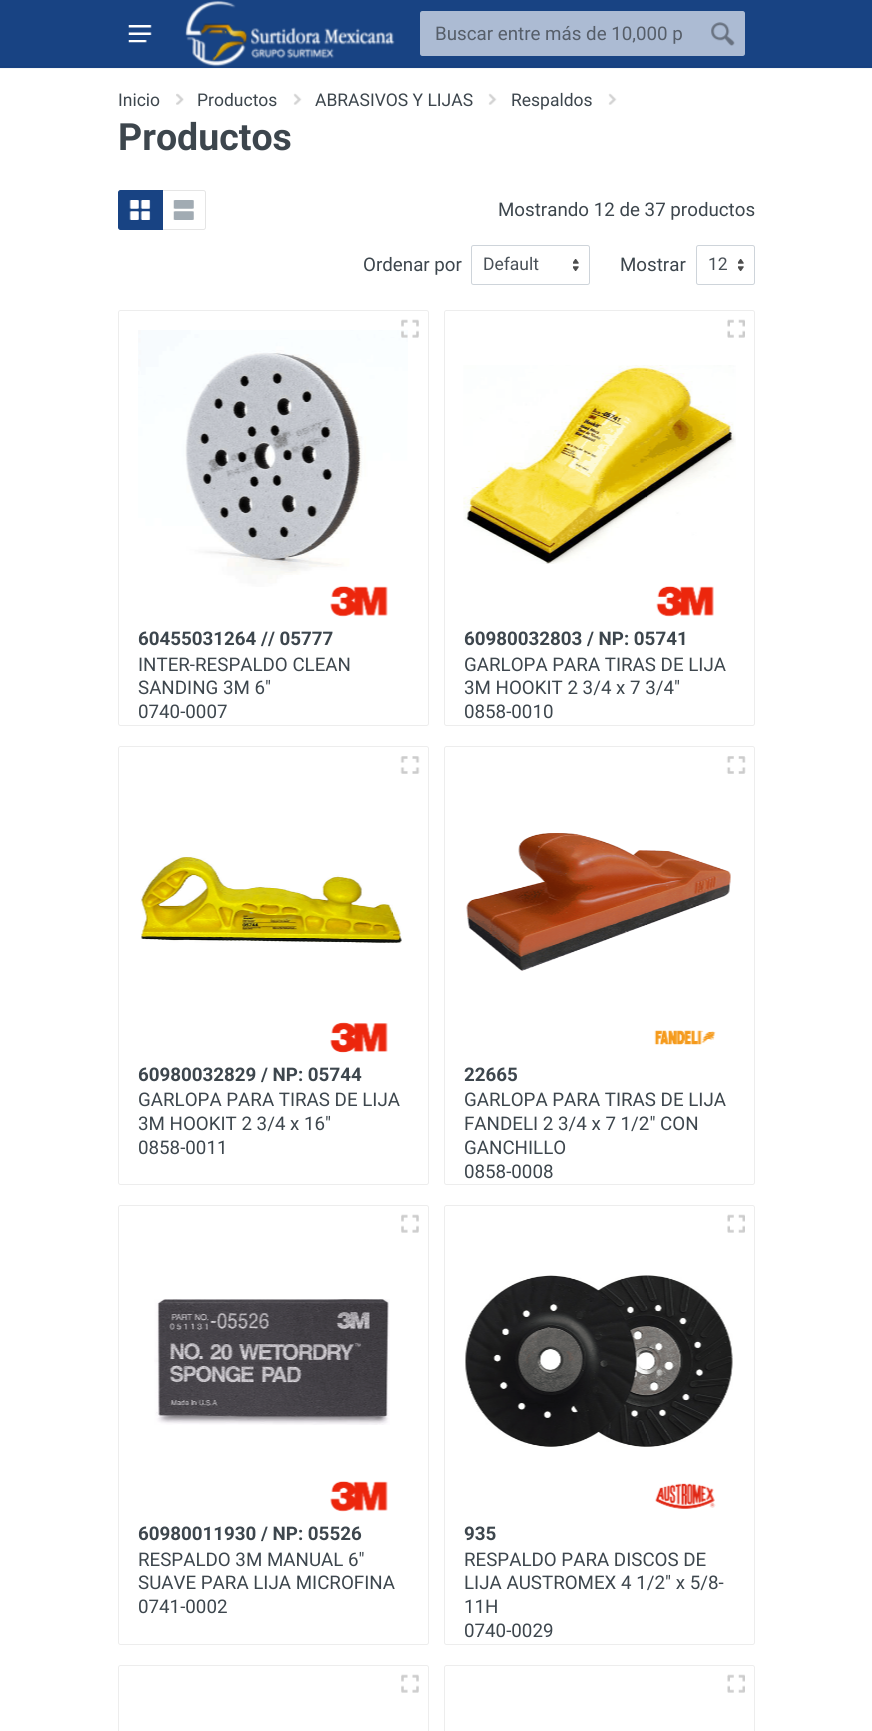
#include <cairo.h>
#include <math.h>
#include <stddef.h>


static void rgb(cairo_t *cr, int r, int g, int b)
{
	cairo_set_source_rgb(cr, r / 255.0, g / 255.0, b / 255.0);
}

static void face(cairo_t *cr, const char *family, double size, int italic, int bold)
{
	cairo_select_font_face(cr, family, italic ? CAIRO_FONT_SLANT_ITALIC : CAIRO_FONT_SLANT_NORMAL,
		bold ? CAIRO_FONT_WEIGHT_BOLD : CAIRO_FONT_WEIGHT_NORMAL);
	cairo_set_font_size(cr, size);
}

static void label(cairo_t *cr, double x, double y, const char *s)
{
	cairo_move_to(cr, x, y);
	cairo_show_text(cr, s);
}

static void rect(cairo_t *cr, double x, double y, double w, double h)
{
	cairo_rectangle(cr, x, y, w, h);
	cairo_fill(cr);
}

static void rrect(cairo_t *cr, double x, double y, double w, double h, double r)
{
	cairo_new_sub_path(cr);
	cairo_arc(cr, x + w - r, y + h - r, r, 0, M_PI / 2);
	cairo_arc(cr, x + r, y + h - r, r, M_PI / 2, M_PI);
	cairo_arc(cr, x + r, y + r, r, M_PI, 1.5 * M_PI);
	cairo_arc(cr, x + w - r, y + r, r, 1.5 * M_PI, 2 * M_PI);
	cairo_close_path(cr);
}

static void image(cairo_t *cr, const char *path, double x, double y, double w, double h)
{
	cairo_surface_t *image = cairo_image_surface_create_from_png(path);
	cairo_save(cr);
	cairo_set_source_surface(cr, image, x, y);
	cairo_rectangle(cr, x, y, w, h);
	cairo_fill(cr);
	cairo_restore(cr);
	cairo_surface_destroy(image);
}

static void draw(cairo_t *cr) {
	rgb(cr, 255, 255, 255);
	cairo_paint(cr);
	rgb(cr, 245, 245, 245);
	cairo_new_path(cr);
	cairo_move_to(cr, 0, 68);
	cairo_line_to(cr, 0, 69);
	cairo_line_to(cr, 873, 69);
	cairo_line_to(cr, 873, 1);
	cairo_line_to(cr, 872, 1);
	cairo_line_to(cr, 872, 68);
	cairo_close_path(cr);
	cairo_fill(cr);
	rgb(cr, 24, 67, 131);
	rect(cr, 0, 0, 872, 68);
	rgb(cr, 23, 64, 126);
	rect(cr, 0, 66, 872, 1);
	image(cr, "image0.png", 128, 25, 24, 18);
	image(cr, "image1.png", 185, 0, 210, 67);
	rgb(cr, 116, 142, 181);
	rrect(cr, 420, 11, 325, 45, 2.5);
	cairo_fill(cr);
	cairo_set_source_rgba(cr, 1, 1, 1, 0.4);
	rrect(cr, 420, 11, 325, 45, 2.5);
	cairo_fill(cr);
	face(cr, "Roboto", 18.75, 0, 0);
	rgb(cr, 86, 94, 105);
	label(cr, 435, 40, "Buscar entre más de 10,000 p");
	image(cr, "image2.png", 711, 22, 24, 24);
	face(cr, "Roboto", 17.5, 0, 0);
	rgb(cr, 61, 70, 77);
	label(cr, 118, 106, "Inicio");
	image(cr, "image3.png", 176, 93, 8, 12);
	label(cr, 197, 106, "Productos");
	image(cr, "image4.png", 293, 93, 9, 12);
	label(cr, 315, 106, "ABRASIVOS Y LIJAS");
	image(cr, "image4.png", 488, 93, 9, 12);
	label(cr, 511, 106, "Respaldos");
	image(cr, "image4.png", 608, 93, 9, 12);
	face(cr, "Roboto", 37.5, 0, 1);
	label(cr, 118, 150, "Productos");
	cairo_new_path(cr);
	cairo_move_to(cr, 161.5, 190.5);
	cairo_line_to(cr, 203.5, 190.5);
	cairo_curve_to(cr, 204.5, 190.5, 205.5, 191.5, 205.5, 192.5);
	cairo_line_to(cr, 205.5, 227.5);
	cairo_curve_to(cr, 205.5, 228.5, 204.5, 229.5, 203.5, 229.5);
	cairo_line_to(cr, 161.5, 229.5);
	cairo_close_path(cr);
	rgb(cr, 229, 229, 229);
	cairo_set_line_width(cr, 1);
	cairo_stroke(cr);
	rgb(cr, 24, 67, 131);
	cairo_new_path(cr);
	cairo_move_to(cr, 120.5, 190.5);
	cairo_line_to(cr, 162.5, 190.5);
	cairo_line_to(cr, 162.5, 229.5);
	cairo_line_to(cr, 120.5, 229.5);
	cairo_curve_to(cr, 119.5, 229.5, 118.5, 228.5, 118.5, 227.5);
	cairo_line_to(cr, 118.5, 192.5);
	cairo_curve_to(cr, 118.5, 191.5, 119.5, 190.5, 120.5, 190.5);
	cairo_close_path(cr);
	cairo_fill_preserve(cr);
	cairo_stroke(cr);
	image(cr, "image5.png", 129, 200, 22, 20);
	image(cr, "image6.png", 173, 200, 21, 20);
	face(cr, "Roboto", 18.75, 0, 0);
	rgb(cr, 61, 70, 77);
	label(cr, 498, 216, "Mostrando 12 de 37 productos");
	label(cr, 363, 271, "Ordenar por");
	image(cr, "image7.png", 573, 259, 6, 12);
	rrect(cr, 471.5, 245.5, 118, 39, 2);
	rgb(cr, 206, 212, 218);
	cairo_stroke(cr);
	face(cr, "Roboto", 17.5, 0, 0);
	rgb(cr, 73, 80, 87);
	label(cr, 483, 270, "Default");
	face(cr, "Roboto", 18.75, 0, 0);
	rgb(cr, 61, 70, 77);
	label(cr, 620, 271, "Mostrar");
	image(cr, "image7.png", 738, 259, 6, 12);
	rrect(cr, 696.5, 245.5, 58, 39, 2);
	rgb(cr, 206, 212, 218);
	cairo_stroke(cr);
	face(cr, "Roboto", 17.5, 0, 0);
	rgb(cr, 73, 80, 87);
	label(cr, 708, 270, "12");
	image(cr, "image8.png", 138, 330, 270, 257);
	image(cr, "image9.png", 330, 586, 58, 31);
	rrect(cr, 118.5, 310.5, 310, 415, 2);
	rgb(cr, 237, 237, 237);
	cairo_stroke(cr);
	image(cr, "image10.png", 401, 319, 18, 19);
	face(cr, "Roboto", 18.75, 0, 1);
	rgb(cr, 61, 70, 77);
	label(cr, 138, 645, "60455031264 // 05777");
	face(cr, "Roboto", 18.75, 0, 0);
	label(cr, 138, 671, "INTER-RESPALDO CLEAN");
	label(cr, 138, 694, "SANDING 3M 6\"");
	label(cr, 138, 718, "0740-0007");
	image(cr, "image12.png", 463, 365, 273, 199);
	image(cr, "image13.png", 656, 586, 58, 31);
	rrect(cr, 444.5, 310.5, 310, 415, 2);
	rgb(cr, 237, 237, 237);
	cairo_stroke(cr);
	image(cr, "image11.png", 727, 319, 18, 19);
	face(cr, "Roboto", 18.75, 0, 1);
	rgb(cr, 61, 70, 77);
	label(cr, 464, 645, "60980032803 / NP: 05741");
	face(cr, "Roboto", 18.75, 0, 0);
	label(cr, 464, 671, "GARLOPA PARA TIRAS DE LIJA");
	label(cr, 464, 694, "3M HOOKIT 2 3/4 x 7 3/4\"");
	label(cr, 464, 718, "0858-0010");
	image(cr, "image15.png", 140, 856, 262, 87);
	image(cr, "image16.png", 330, 1022, 58, 31);
	rrect(cr, 118.5, 746.5, 310, 438, 2);
	rgb(cr, 237, 237, 237);
	cairo_stroke(cr);
	image(cr, "image14.png", 400, 756, 20, 18);
	face(cr, "Roboto", 18.75, 0, 1);
	rgb(cr, 61, 70, 77);
	label(cr, 138, 1081, "60980032829 / NP: 05744");
	face(cr, "Roboto", 18.75, 0, 0);
	label(cr, 138, 1106, "GARLOPA PARA TIRAS DE LIJA");
	label(cr, 138, 1130, "3M HOOKIT 2 3/4 x 16\"");
	label(cr, 138, 1154, "0858-0011");
	image(cr, "image18.png", 466, 833, 265, 138);
	image(cr, "image19.png", 654, 1030, 62, 15);
	rrect(cr, 444.5, 746.5, 310, 438, 2);
	rgb(cr, 237, 237, 237);
	cairo_stroke(cr);
	image(cr, "image17.png", 726, 756, 20, 18);
	face(cr, "Roboto", 18.75, 0, 1);
	rgb(cr, 61, 70, 77);
	label(cr, 464, 1081, "22665");
	face(cr, "Roboto", 18.75, 0, 0);
	label(cr, 464, 1106, "GARLOPA PARA TIRAS DE LIJA");
	label(cr, 464, 1130, "FANDELI 2 3/4 x 7 1/2\" CON");
	label(cr, 464, 1154, "GANCHILLO");
	label(cr, 464, 1178, "0858-0008");
	image(cr, "image21.png", 154, 1299, 236, 126);
	image(cr, "image9.png", 330, 1481, 58, 31);
	rrect(cr, 118.5, 1205.5, 310, 439, 2);
	rgb(cr, 237, 237, 237);
	cairo_stroke(cr);
	image(cr, "image20.png", 401, 1214, 18, 19);
	face(cr, "Roboto", 18.75, 0, 1);
	rgb(cr, 61, 70, 77);
	label(cr, 138, 1540, "60980011930 / NP: 05526");
	face(cr, "Roboto", 18.75, 0, 0);
	label(cr, 138, 1566, "RESPALDO 3M MANUAL 6\"");
	label(cr, 138, 1589, "SUAVE PARA LIJA MICROFINA");
	label(cr, 138, 1613, "0741-0002");
	image(cr, "image22.png", 465, 1275, 268, 172);
	image(cr, "image23.png", 655, 1483, 61, 26);
	rrect(cr, 444.5, 1205.5, 310, 439, 2);
	rgb(cr, 237, 237, 237);
	cairo_stroke(cr);
	image(cr, "image11.png", 727, 1214, 18, 19);
	face(cr, "Roboto", 18.75, 0, 1);
	rgb(cr, 61, 70, 77);
	label(cr, 464, 1540, "935");
	face(cr, "Roboto", 18.75, 0, 0);
	label(cr, 464, 1566, "RESPALDO PARA DISCOS DE");
	label(cr, 464, 1589, "LIJA AUSTROMEX 4 1/2\" x 5/8-");
	label(cr, 464, 1613, "11H");
	label(cr, 464, 1637, "0740-0029");
	rrect(cr, 118.5, 1665.5, 310, 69, 2);
	rgb(cr, 237, 237, 237);
	cairo_stroke(cr);
	image(cr, "image20.png", 401, 1674, 18, 19);
	rrect(cr, 444.5, 1665.5, 310, 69, 2);
	cairo_stroke(cr);
	image(cr, "image11.png", 727, 1674, 18, 19);
}

int main(void) {
	cairo_surface_t *surface = cairo_image_surface_create(CAIRO_FORMAT_RGB24, 872, 1731);
	cairo_t *cr = cairo_create(surface);
	cairo_font_options_t *options = cairo_font_options_create();
	cairo_font_options_set_hint_metrics(options, CAIRO_HINT_METRICS_OFF);
	cairo_font_options_set_hint_style(options, CAIRO_HINT_STYLE_NONE);
	cairo_set_font_options(cr, options);
	cairo_set_miter_limit(cr, 4);
	draw(cr);
	cairo_surface_write_to_png(surface, "render.png");
	cairo_font_options_destroy(options);
	cairo_destroy(cr);
	cairo_surface_destroy(surface);
	return 0;
}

(Exercise) For the string "include", report how many lines of the records contain it, giving the number only.

(Response to the exercise) 3